Only lines containing the word "junctions" belong in the answer; copy each one from the records.

EXTRACTED INFORMATION START

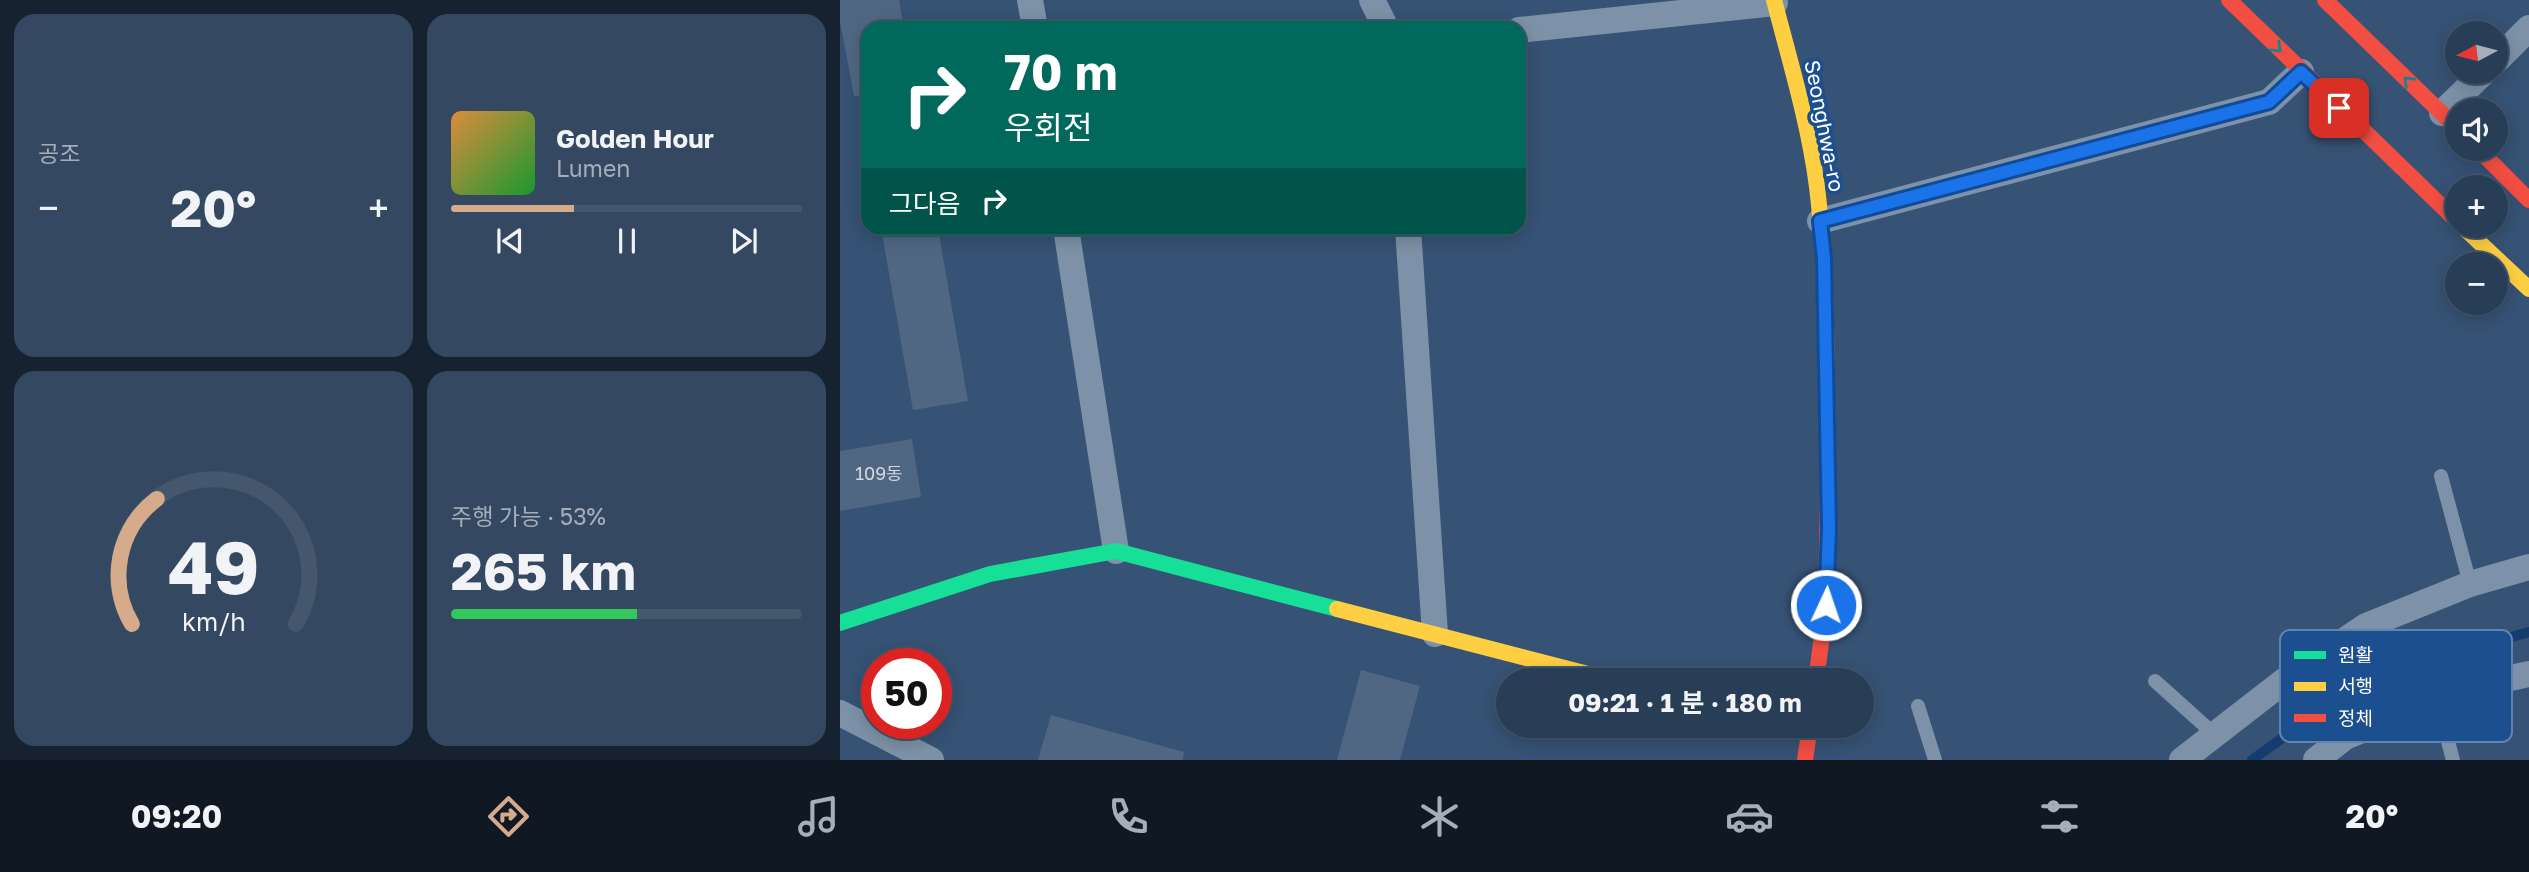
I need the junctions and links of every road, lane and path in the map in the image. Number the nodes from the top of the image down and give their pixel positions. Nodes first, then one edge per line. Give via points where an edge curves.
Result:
1 (1030, 0) edge
2 (1372, 0) edge
3 (2228, 0) edge
4 (2325, 0) edge
5 (1774, 1) edge
6 (1034, 21) edge
7 (1382, 21) edge
8 (2529, 28) edge
9 (1526, 29) edge
10 (2508, 49) edge
11 (2301, 72) junction
12 (2445, 117) edge
13 (2489, 161) edge
14 (2529, 200) edge
15 (2445, 209) edge
16 (1820, 221) junction
17 (1067, 235) edge
18 (1408, 235) edge
19 (2475, 238) edge
20 (2529, 289) edge
21 (2441, 476) dead end
22 (1116, 551) junction
23 (2529, 567) edge
24 (2470, 584) junction
25 (840, 623) edge
26 (2360, 630) edge
27 (1435, 634) junction
28 (1565, 668) edge
29 (1818, 668) edge
30 (2155, 681) dead end
31 (2280, 684) edge
32 (1918, 706) dead end
33 (840, 713) edge
34 (2214, 734) junction
35 (1804, 738) edge
36 (2339, 742) edge
37 (2448, 742) edge
38 (931, 760) edge
39 (1805, 760) edge
40 (1935, 760) edge
41 (2182, 760) edge
42 (2316, 760) edge
43 (2453, 760) edge

1 - 6 street
2 - 7 street
3 -> 11 main road
12 -> 4 main road
5 - 9 street
5 - 16 main road, Seonghwa-ro via 1801,103
8 - 10 street
11 - 15 main road
11 - 16 street via 2269,102
13 - 14 main road
16 - 29 main road, Seonghwa-ro via 1829,529
17 - 22 street
18 - 27 street
19 - 20 main road
21 - 24 lane
22 - 25 main road via 990,574
22 - 27 main road
23 - 24 street
24 - 26 street
27 - 28 main road
30 - 34 lane
31 - 34 street
32 - 40 lane
33 - 38 street
34 - 41 street
35 - 39 main road
36 - 42 street
37 - 43 lane

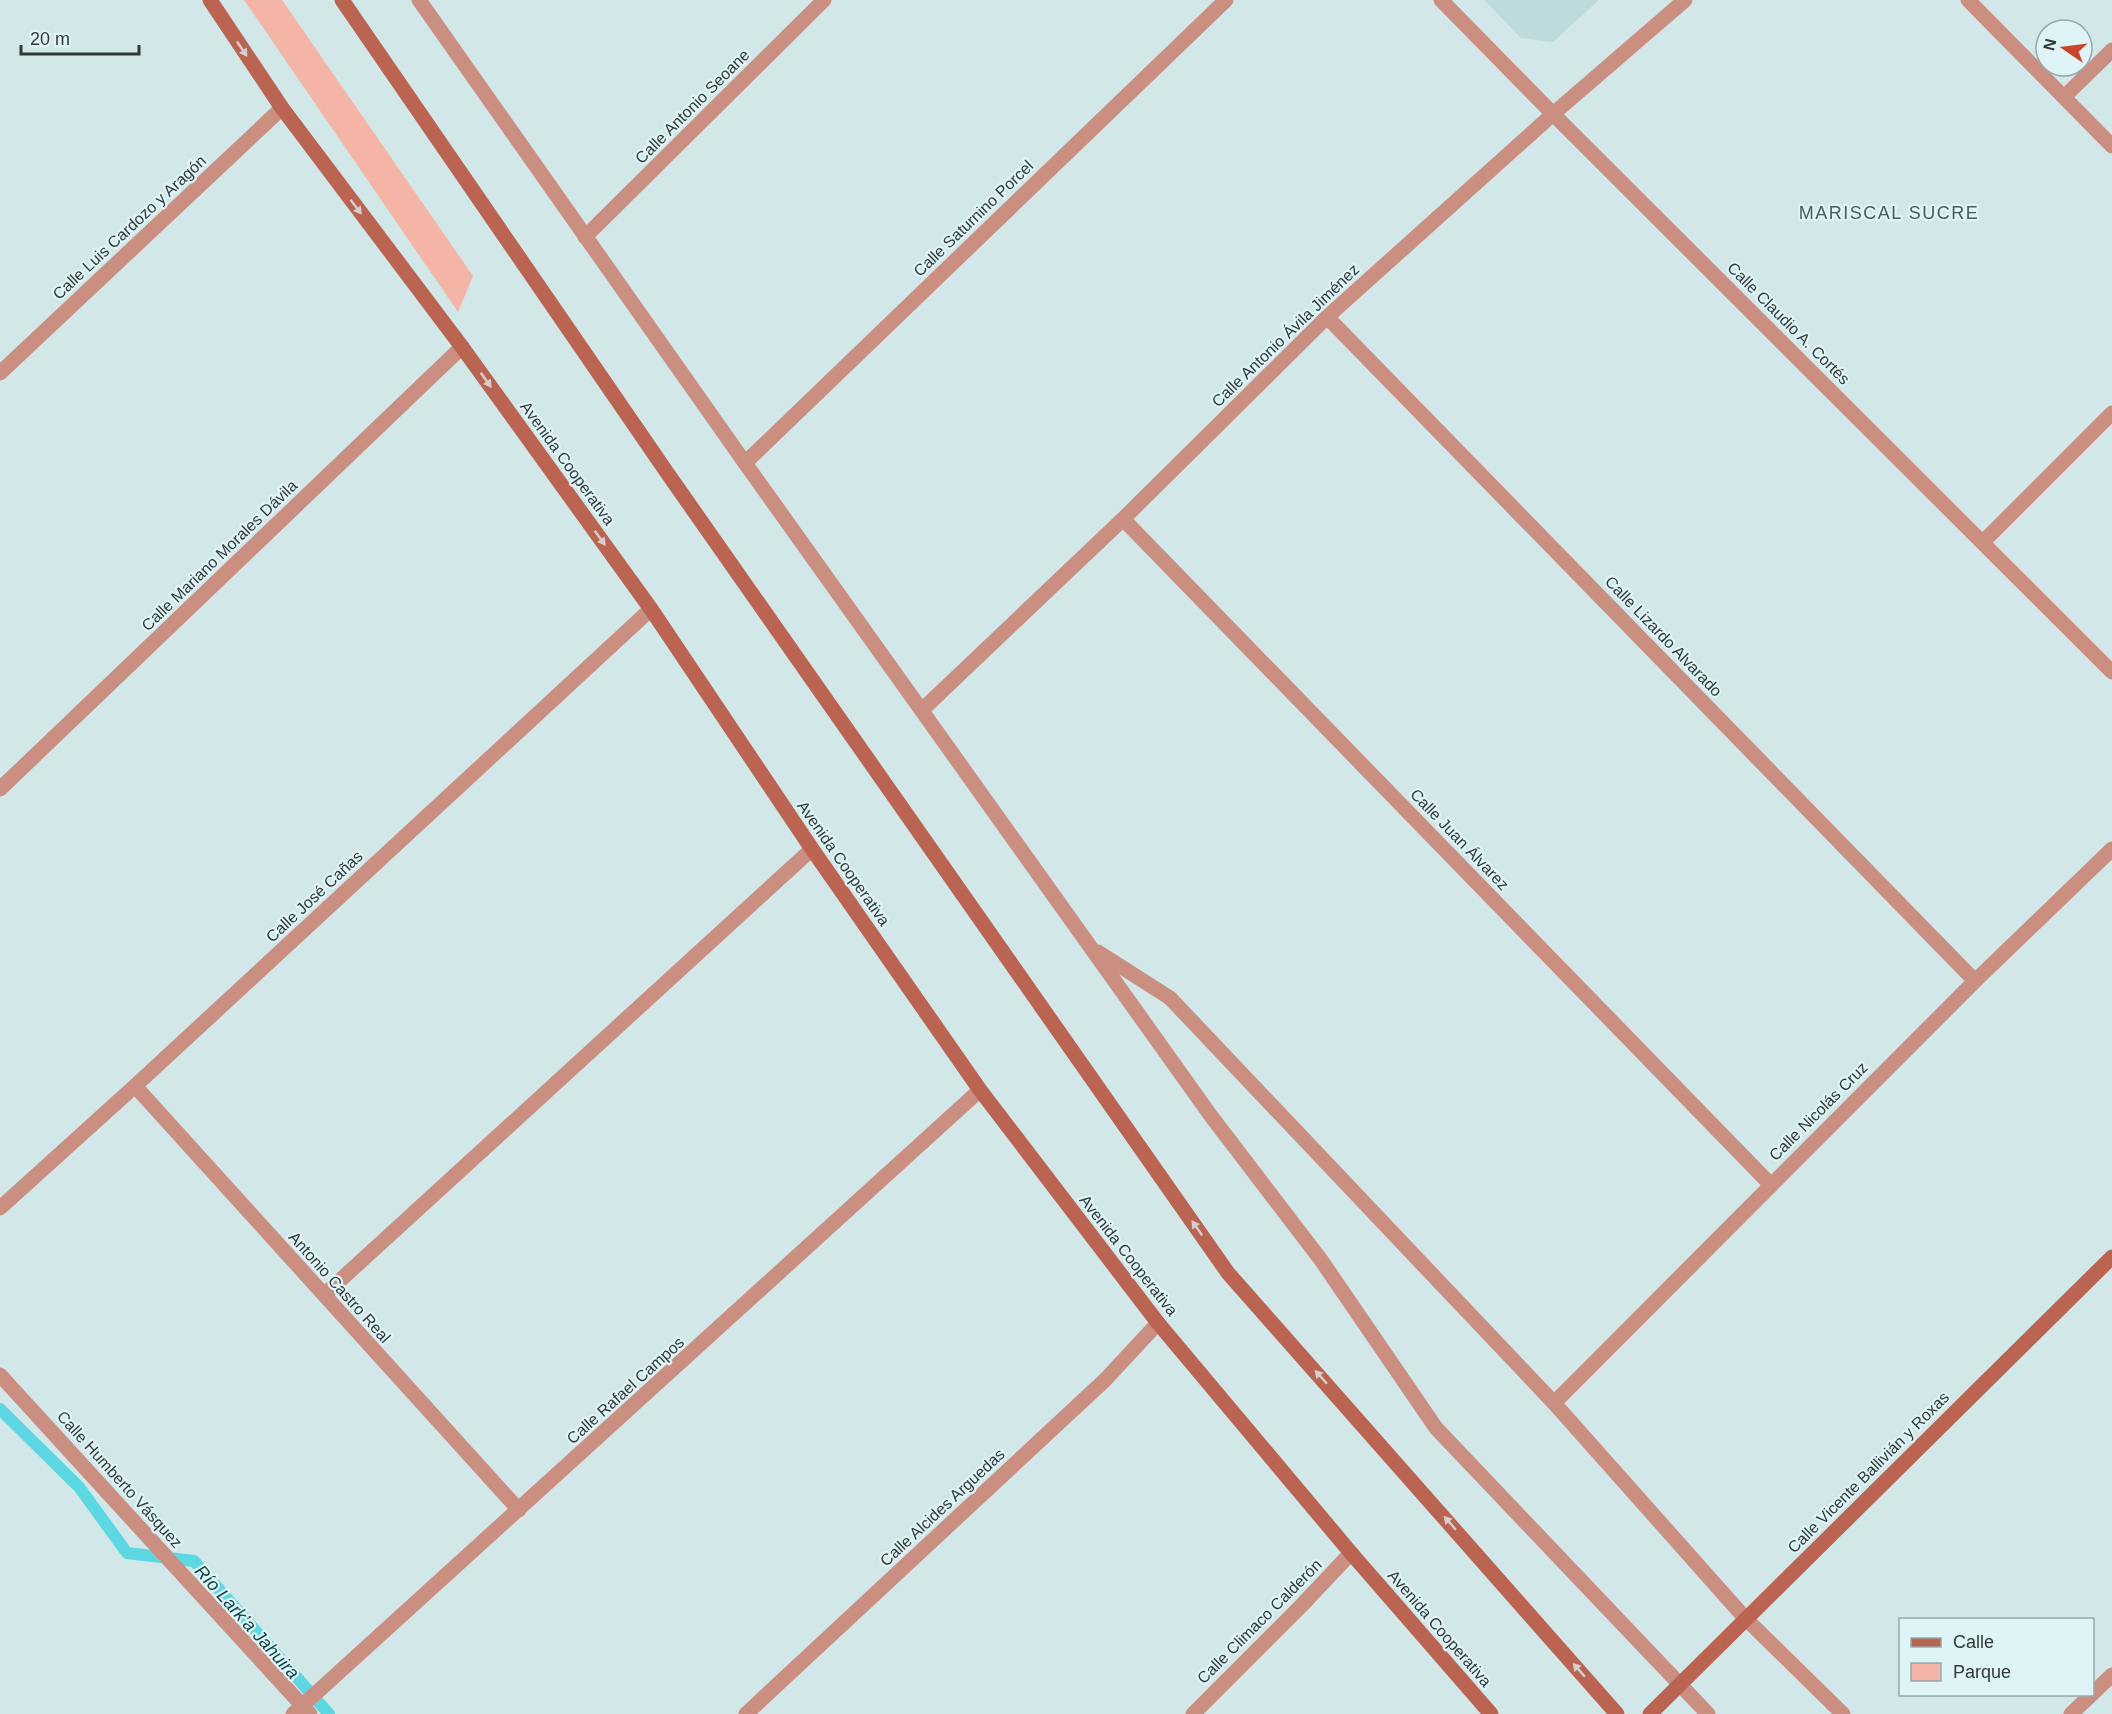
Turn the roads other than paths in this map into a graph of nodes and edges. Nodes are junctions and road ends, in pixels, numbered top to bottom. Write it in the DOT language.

EXTRACTED INFORMATION END

__OUTPUT OF THE EXERCISE__.
I need the junctions and links of every road, lane and path in the map in the image. Number the nodes from the top of the image down and give their pixel positions. Nodes first, then one edge per line. Give via points where an edge curves.
Turn the roads other than paths in this map into a graph of nodes and edges. Nodes are junctions and road ends, in pixels, numbered top to bottom. Write it in the DOT language.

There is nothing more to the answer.